The end of The Boys Season 1 helped us to better understand how superheroes work in this world and dropped some surprises to set up Season 2. Specifically: supes are manufactured by Vought Industries using a chemical known as Compound V. When this information, along with the fact that leader of The Seven Homelander (Antony Starr) was using Compound V to create super-villains as a foil for his team, Vought has some serious issues to address in Season 2. Homelander also finds out that he had a son with Billy’s (Karl Urban) incorrectly-presumed dead wife, Becca (Shantel VanSanten), who has been hidden away by Vought this whole time.

In season 1, the mega-corporate approach to superheroes and what terrible people most of them are when the cameras are off was the most unique and successful part of the story. The Boys provided a necessary foil against The Seven and Vought, but their revenge quests were never quite as interesting or felt as relevant to the story as what was happening with The Seven. Incidentally, a criticism leveled against season 1 was the way it handled female characters. Hughie (Jack Quaid) and Billy are both fighting to avenge dead female love interests, and among the group of Boys we have one lone woman – Kimiko (Karen Fukuhara), who, coincidentally doesn’t speak or get up to much. It is clear the showrunners took that criticism to heart and tried to deal with it head on in its approach to season 2, with mixed-to-positive results.

The mixed part? Like in season 1, I still think The Seven and everything happening with Vought is the more interesting part of the show when compared to The Boys. Hughie’s characterization felt more flat this season, Mother’s Milk (Laz Alonso) gets very little to do, Billy is good by virtue of being played by Karl Urban but is fairly one-note, and even Becca’s return didn’t really bring with it the development that I’d hoped for. In fact, most of Becca’s storyline didn’t really work for me. In good news, Kimiko gets more to do this season, and Frenchie (Tomer Kapon) probably gets the richest injection of backstory of the bunch. But by and large, what they’re doing doesn’t really click into place until towards the back half of the season.

The successful part? Season 2 introduces a new member of The Seven named Stormfront (Aya Cash), a social-media savvy supe who pokes fun at the stiff and overly-produced nature of her colleagues and infuriates Homelander with the way she so easily pulls the spotlight away from him.
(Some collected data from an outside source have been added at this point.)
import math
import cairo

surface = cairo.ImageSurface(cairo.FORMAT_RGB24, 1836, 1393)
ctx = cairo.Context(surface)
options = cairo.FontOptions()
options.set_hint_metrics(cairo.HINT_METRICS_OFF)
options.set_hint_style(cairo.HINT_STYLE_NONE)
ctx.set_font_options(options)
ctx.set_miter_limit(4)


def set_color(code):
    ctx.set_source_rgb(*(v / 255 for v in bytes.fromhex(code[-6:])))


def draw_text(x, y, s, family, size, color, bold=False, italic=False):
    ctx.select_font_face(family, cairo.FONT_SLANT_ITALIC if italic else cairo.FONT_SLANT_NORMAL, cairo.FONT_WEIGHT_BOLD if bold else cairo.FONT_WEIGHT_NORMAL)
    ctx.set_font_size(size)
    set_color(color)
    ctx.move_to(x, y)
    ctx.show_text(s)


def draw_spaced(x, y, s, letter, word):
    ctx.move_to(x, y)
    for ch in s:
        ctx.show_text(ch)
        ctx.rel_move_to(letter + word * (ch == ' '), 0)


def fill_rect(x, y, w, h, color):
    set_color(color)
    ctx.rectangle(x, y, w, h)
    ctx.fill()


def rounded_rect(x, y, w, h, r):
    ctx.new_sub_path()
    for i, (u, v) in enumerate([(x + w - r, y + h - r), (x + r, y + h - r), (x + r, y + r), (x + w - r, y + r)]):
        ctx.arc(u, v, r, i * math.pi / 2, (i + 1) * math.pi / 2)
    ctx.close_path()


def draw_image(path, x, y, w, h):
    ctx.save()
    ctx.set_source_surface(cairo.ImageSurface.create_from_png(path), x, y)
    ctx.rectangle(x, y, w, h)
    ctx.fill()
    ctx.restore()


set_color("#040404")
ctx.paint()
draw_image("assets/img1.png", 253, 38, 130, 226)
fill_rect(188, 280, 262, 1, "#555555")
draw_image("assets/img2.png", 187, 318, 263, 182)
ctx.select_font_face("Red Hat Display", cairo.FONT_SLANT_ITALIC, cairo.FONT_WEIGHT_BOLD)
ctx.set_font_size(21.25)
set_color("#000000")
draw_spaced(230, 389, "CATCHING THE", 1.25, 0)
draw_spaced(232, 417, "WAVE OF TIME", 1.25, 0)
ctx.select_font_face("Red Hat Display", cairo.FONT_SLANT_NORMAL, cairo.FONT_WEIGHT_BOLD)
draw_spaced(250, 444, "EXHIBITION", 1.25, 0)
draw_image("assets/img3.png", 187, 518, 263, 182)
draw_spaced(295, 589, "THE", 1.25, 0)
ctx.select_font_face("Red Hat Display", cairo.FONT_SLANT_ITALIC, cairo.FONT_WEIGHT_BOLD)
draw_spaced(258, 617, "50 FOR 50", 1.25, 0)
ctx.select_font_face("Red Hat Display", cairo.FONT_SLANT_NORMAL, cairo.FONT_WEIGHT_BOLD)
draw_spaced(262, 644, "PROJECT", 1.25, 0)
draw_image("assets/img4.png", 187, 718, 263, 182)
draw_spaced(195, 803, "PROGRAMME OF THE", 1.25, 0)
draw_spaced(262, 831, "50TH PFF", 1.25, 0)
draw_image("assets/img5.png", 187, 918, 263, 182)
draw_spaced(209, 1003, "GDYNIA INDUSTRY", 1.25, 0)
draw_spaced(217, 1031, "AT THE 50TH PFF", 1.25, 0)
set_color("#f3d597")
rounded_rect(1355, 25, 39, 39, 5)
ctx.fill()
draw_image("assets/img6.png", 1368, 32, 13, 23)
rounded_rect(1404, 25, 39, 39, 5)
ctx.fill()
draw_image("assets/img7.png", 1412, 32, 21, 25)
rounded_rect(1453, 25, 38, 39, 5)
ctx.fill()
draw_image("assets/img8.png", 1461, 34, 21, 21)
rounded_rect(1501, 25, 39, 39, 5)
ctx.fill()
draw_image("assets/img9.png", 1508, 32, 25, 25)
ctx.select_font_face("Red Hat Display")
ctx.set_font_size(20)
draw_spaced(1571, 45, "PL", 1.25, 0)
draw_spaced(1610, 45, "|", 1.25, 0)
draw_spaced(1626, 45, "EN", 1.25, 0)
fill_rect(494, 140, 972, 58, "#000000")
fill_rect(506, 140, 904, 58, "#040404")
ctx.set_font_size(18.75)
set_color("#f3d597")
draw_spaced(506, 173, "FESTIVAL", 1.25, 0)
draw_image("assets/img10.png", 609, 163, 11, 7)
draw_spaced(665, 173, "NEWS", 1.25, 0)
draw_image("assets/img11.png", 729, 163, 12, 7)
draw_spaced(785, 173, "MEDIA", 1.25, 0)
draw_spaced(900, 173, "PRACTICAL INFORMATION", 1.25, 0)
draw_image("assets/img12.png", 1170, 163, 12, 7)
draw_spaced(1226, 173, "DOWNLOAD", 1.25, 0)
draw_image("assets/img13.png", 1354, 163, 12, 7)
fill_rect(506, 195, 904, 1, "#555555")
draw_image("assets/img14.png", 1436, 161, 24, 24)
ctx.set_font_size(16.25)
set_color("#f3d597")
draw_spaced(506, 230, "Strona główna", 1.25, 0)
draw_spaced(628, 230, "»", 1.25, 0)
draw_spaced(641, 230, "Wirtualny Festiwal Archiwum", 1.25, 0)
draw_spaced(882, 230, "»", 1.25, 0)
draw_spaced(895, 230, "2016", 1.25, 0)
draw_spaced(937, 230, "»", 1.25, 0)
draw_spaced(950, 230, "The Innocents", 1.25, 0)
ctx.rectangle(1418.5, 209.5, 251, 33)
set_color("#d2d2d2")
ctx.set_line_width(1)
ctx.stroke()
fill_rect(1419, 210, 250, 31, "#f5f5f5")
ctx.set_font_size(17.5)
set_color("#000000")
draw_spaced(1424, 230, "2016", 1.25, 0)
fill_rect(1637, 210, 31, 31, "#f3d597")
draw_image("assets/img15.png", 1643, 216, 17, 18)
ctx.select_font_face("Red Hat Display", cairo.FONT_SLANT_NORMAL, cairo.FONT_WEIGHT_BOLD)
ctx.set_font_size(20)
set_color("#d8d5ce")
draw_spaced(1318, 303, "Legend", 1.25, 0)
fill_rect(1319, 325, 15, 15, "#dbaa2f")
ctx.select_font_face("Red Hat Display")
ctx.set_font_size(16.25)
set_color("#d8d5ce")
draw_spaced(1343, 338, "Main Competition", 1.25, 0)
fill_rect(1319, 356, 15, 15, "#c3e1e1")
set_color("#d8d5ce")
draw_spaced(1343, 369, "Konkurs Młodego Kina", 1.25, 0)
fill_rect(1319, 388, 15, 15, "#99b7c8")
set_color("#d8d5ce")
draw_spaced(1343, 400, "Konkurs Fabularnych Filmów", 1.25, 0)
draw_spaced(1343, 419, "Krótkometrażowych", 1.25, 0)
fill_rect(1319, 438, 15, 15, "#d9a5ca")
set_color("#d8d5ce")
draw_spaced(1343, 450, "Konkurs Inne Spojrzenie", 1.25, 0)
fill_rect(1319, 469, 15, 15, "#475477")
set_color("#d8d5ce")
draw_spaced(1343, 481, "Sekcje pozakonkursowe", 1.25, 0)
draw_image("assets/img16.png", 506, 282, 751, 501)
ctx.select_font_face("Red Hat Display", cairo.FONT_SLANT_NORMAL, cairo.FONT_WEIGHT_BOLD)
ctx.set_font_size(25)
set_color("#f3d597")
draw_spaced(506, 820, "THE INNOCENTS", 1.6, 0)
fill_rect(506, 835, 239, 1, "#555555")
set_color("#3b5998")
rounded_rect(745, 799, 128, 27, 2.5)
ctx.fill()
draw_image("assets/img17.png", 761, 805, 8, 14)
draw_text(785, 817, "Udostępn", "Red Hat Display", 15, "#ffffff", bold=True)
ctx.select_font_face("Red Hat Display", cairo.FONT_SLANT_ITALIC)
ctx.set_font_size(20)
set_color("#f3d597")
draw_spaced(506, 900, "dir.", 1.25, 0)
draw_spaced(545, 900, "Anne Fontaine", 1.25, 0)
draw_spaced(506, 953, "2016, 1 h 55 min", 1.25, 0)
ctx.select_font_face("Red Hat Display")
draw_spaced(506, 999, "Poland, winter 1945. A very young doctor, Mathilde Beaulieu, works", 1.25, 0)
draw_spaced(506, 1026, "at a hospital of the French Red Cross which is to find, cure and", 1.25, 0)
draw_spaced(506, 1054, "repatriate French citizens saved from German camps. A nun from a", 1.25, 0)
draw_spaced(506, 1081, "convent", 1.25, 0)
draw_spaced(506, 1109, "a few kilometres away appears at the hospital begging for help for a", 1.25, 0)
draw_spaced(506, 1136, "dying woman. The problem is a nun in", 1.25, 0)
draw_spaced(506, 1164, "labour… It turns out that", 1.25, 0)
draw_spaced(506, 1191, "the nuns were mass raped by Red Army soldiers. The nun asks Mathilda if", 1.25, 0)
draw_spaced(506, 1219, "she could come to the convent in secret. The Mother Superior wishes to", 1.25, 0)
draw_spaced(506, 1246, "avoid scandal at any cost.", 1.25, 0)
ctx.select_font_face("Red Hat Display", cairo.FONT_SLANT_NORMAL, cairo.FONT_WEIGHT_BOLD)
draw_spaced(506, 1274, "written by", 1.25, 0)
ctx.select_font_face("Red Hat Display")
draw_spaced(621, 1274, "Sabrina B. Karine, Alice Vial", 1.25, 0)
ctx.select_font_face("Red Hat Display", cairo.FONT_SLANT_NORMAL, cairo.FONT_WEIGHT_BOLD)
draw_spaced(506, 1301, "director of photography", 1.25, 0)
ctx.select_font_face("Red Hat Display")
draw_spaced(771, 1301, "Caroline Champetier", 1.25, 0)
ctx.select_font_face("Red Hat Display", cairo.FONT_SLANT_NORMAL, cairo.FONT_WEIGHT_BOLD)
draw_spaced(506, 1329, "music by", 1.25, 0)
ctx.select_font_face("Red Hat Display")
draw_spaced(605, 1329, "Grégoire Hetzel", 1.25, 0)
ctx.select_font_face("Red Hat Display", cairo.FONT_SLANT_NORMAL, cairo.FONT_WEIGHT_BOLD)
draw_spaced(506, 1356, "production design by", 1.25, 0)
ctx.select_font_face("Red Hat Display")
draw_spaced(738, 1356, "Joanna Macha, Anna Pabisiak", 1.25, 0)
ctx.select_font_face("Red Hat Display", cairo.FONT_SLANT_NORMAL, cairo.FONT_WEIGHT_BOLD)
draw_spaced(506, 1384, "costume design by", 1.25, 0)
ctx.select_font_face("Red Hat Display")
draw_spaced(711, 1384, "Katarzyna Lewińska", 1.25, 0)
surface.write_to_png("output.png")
Much of season 2 is a fascinating and competitive, antagonistic tug of war between Homelander and Stormfront, who were easily my favorite parts of the show. Queen Maeve (Dominique McElligott) also plays an interesting role in this back and forth between the two, struggling against her fear of Homelander and her desire to live her life without that fear.

Some additional observations:

  • Season 2 introduces us to the Church of the Collective, a very clear Scientology stand-in obsessed with Fresca. The Church operates as an almost third unit outside of Vought and The Boys, where we find The Deep (Chace Crawford) working with The Church to rehabilitate his public image.
  • Hughie and Starlight (Erin Moriarty) functioned as nice bridge characters and audience stand-ins during Season 1, when they joined The Boys and The Seven as newcomers and learned the ropes as we did. Now that neither group needs an introduction, it felt like there was a less clear vision for either of them this time around.
  • Giancarlo Esposito joins the cast this season (after a blink-and-you’ll-miss-it Season 1 appearance) as a high level operative at Vought, essentially taking the place of Elisabeth Shue. I adore Esposito in basically everything he’s in, and this role is no exception.
  • It was true in season 1 and it remains true here – as the image-obsessed psychopathic Homelander, Starr remains the show’s MVP, though Cash’s Stormfront gives him a run for his money. Starr manages to bring a Patrick Bateman in American Psycho persona grafted onto a character like Captain America, with a few rare flickers of humanity, and the result is increasingly thrilling and terrifying.
  • On the heels of DC’s Fandome, be on the lookout for a Joss Whedon jab!
  • We get a pretty obvious attempt at a big “girl power” moment in Season 2, but I’d say it’s handled more gracefully than it was in Endgame.

The Boys Season 2 is available streaming on Amazon starting Sept. 4.